* [Problem to work on]
I need the entries printed again word for word, without the images.

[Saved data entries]
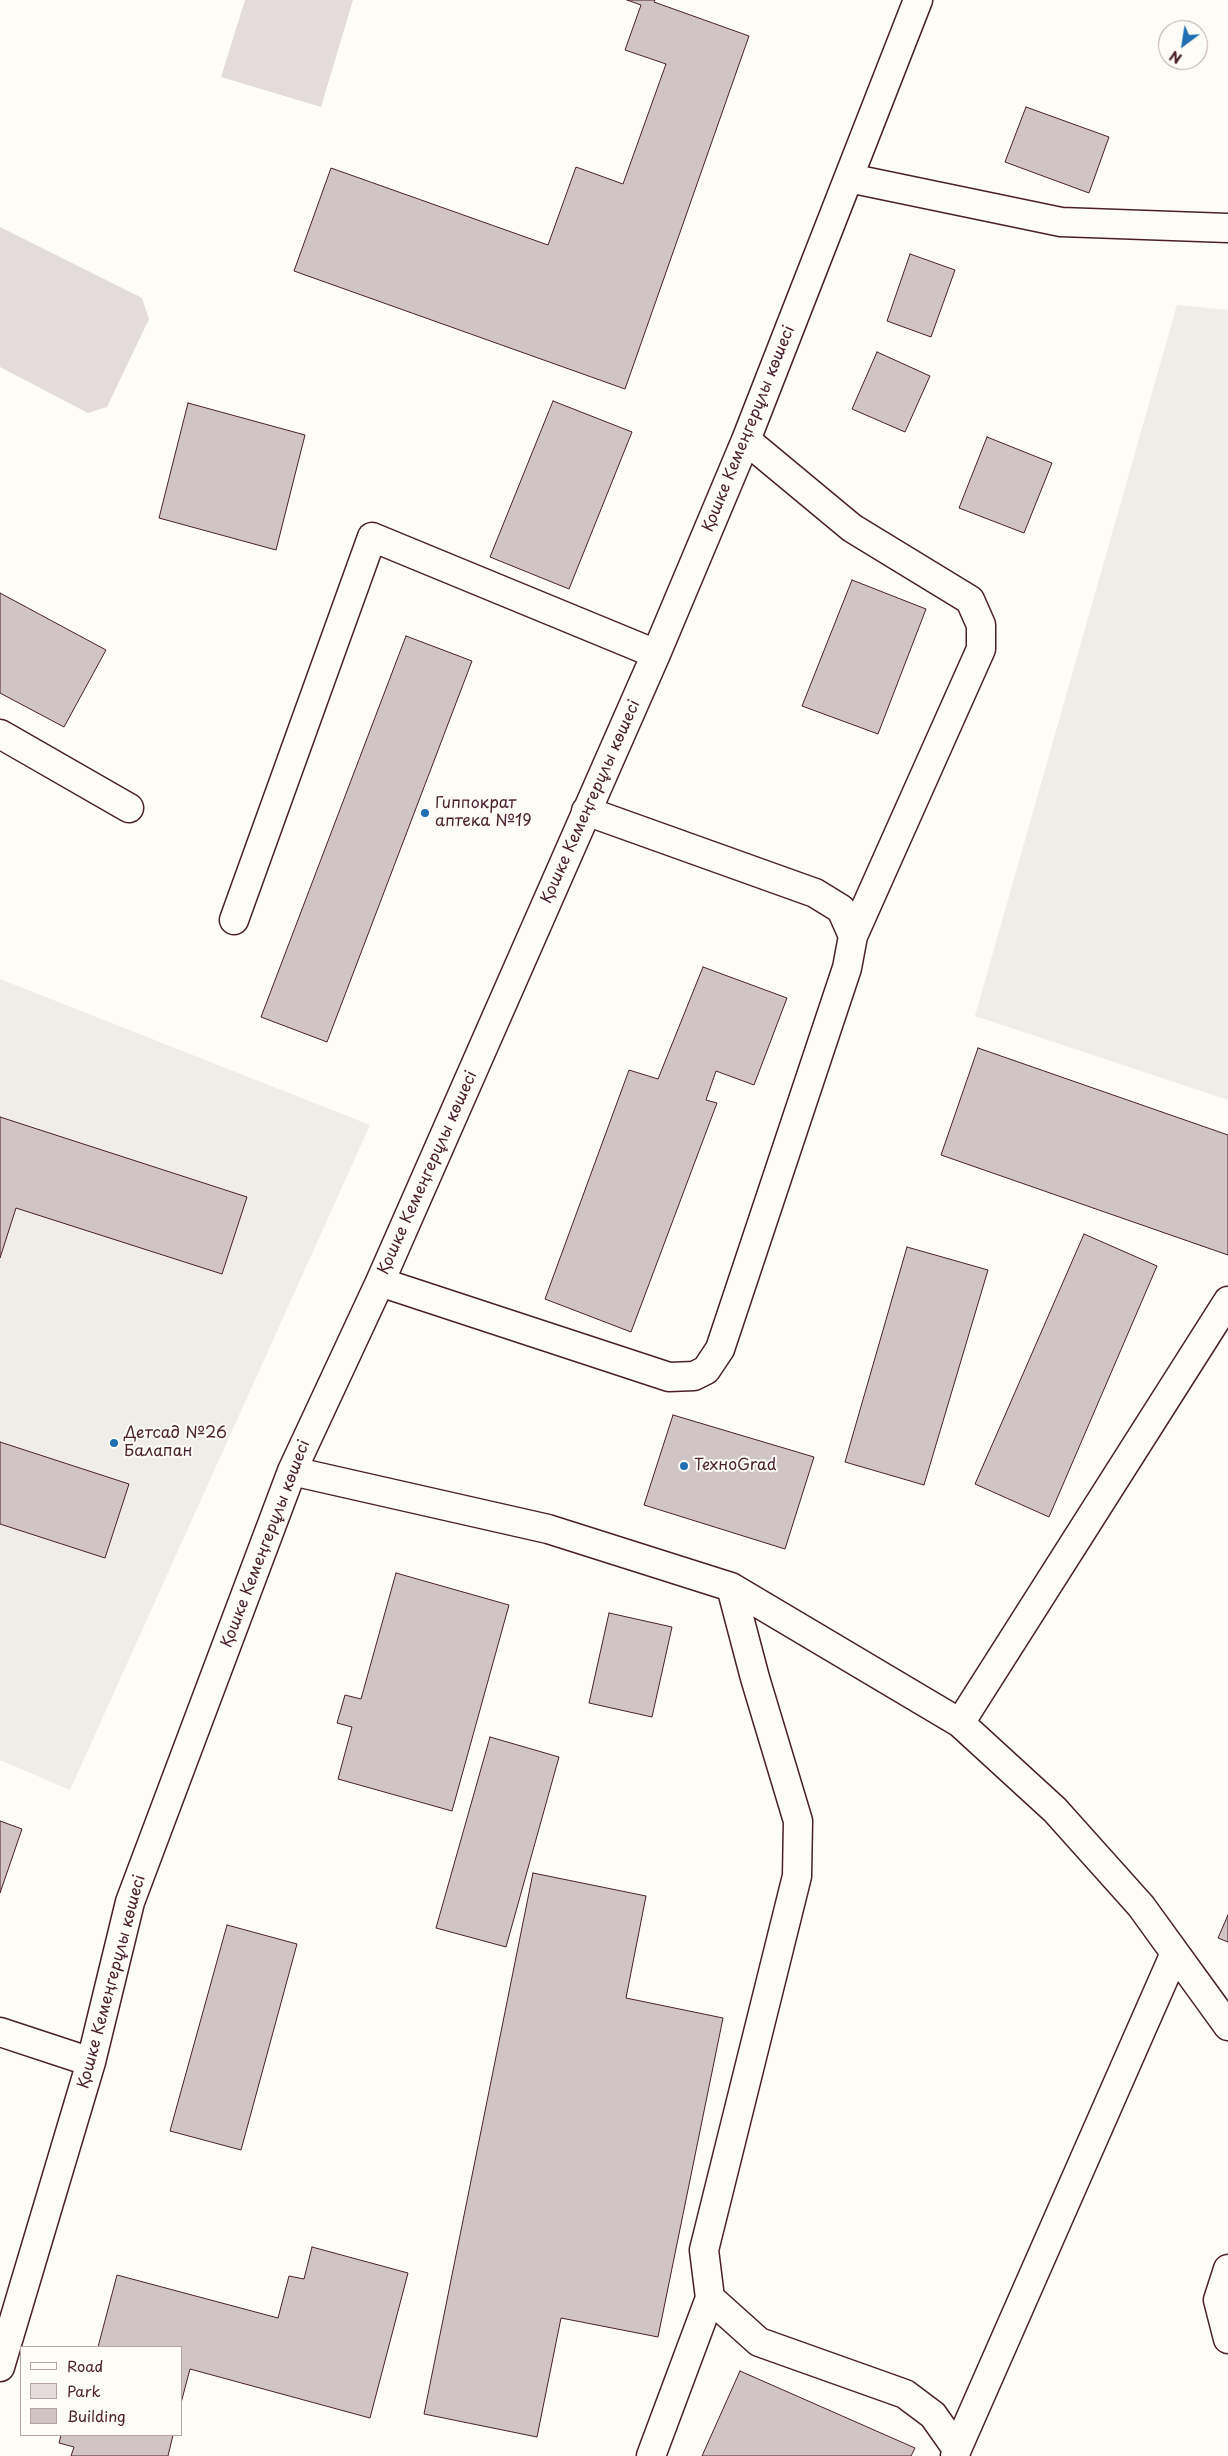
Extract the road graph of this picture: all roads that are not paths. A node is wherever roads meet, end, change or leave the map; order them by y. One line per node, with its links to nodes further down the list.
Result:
1 (918, 0): 2 (street, Қошке Кемеңгерұлы көшесі)
2 (849, 178): 3 (street); 4 (street, Қошке Кемеңгерұлы көшесі)
3 (1228, 228)
4 (746, 440): 5 (street, Қошке Кемеңгерұлы көшесі); 10 (street)
5 (656, 654): 8 (street, Қошке Кемеңгерұлы көшесі); 9 (street)
6 (0, 734): 7 (street)
7 (129, 808)
8 (586, 811): 10 (street); 11 (street, Қошке Кемеңгерұлы көшесі)
9 (234, 920)
10 (853, 936): 11 (street)
11 (380, 1282): 13 (street, Қошке Кемеңгерұлы көшесі)
12 (1228, 1301): 15 (street)
13 (292, 1471): 14 (street); 19 (street, Қошке Кемеңгерұлы көшесі)
14 (732, 1587): 15 (street); 21 (street)
15 (960, 1723): 16 (street)
16 (1175, 1953): 17 (street); 24 (street)
17 (1228, 2026)
18 (0, 2032): 19 (street)
19 (91, 2062): 23 (street, Қошке Кемеңгерұлы көшесі)
20 (1228, 2269): 22 (street)
21 (710, 2298): 24 (street); 25 (street)
22 (1228, 2339)
23 (0, 2368)
24 (956, 2453)
25 (651, 2456)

* [Output]
Extract the road graph of this picture: all roads that are not paths. A node is wherever roads meet, end, change or leave the map; order them by y. One line per node, with its links to nodes further down the list.
Result:
1 (918, 0): 2 (street, Қошке Кемеңгерұлы көшесі)
2 (849, 178): 3 (street); 4 (street, Қошке Кемеңгерұлы көшесі)
3 (1228, 228)
4 (746, 440): 5 (street, Қошке Кемеңгерұлы көшесі); 10 (street)
5 (656, 654): 8 (street, Қошке Кемеңгерұлы көшесі); 9 (street)
6 (0, 734): 7 (street)
7 (129, 808)
8 (586, 811): 10 (street); 11 (street, Қошке Кемеңгерұлы көшесі)
9 (234, 920)
10 (853, 936): 11 (street)
11 (380, 1282): 13 (street, Қошке Кемеңгерұлы көшесі)
12 (1228, 1301): 15 (street)
13 (292, 1471): 14 (street); 19 (street, Қошке Кемеңгерұлы көшесі)
14 (732, 1587): 15 (street); 21 (street)
15 (960, 1723): 16 (street)
16 (1175, 1953): 17 (street); 24 (street)
17 (1228, 2026)
18 (0, 2032): 19 (street)
19 (91, 2062): 23 (street, Қошке Кемеңгерұлы көшесі)
20 (1228, 2269): 22 (street)
21 (710, 2298): 24 (street); 25 (street)
22 (1228, 2339)
23 (0, 2368)
24 (956, 2453)
25 (651, 2456)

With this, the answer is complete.